[Opening Provided records section]

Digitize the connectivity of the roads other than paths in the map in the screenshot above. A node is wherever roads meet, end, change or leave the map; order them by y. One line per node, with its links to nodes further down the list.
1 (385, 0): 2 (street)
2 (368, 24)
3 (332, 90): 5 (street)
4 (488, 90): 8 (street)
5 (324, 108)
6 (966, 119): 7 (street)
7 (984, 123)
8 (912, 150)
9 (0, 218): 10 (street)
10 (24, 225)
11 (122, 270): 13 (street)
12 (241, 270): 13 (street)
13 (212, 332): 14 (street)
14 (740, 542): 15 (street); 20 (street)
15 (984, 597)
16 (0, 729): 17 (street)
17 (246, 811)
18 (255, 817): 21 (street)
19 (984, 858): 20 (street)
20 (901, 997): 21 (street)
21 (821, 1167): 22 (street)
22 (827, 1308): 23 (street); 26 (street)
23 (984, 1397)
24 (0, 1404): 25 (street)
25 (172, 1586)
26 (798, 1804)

[Closing Provided records section]

◆ **Exercise**: Print the material once more, exactly as it appears.

◆ **Exercise response**:
Digitize the connectivity of the roads other than paths in the map in the screenshot above. A node is wherever roads meet, end, change or leave the map; order them by y. One line per node, with its links to nodes further down the list.
1 (385, 0): 2 (street)
2 (368, 24)
3 (332, 90): 5 (street)
4 (488, 90): 8 (street)
5 (324, 108)
6 (966, 119): 7 (street)
7 (984, 123)
8 (912, 150)
9 (0, 218): 10 (street)
10 (24, 225)
11 (122, 270): 13 (street)
12 (241, 270): 13 (street)
13 (212, 332): 14 (street)
14 (740, 542): 15 (street); 20 (street)
15 (984, 597)
16 (0, 729): 17 (street)
17 (246, 811)
18 (255, 817): 21 (street)
19 (984, 858): 20 (street)
20 (901, 997): 21 (street)
21 (821, 1167): 22 (street)
22 (827, 1308): 23 (street); 26 (street)
23 (984, 1397)
24 (0, 1404): 25 (street)
25 (172, 1586)
26 (798, 1804)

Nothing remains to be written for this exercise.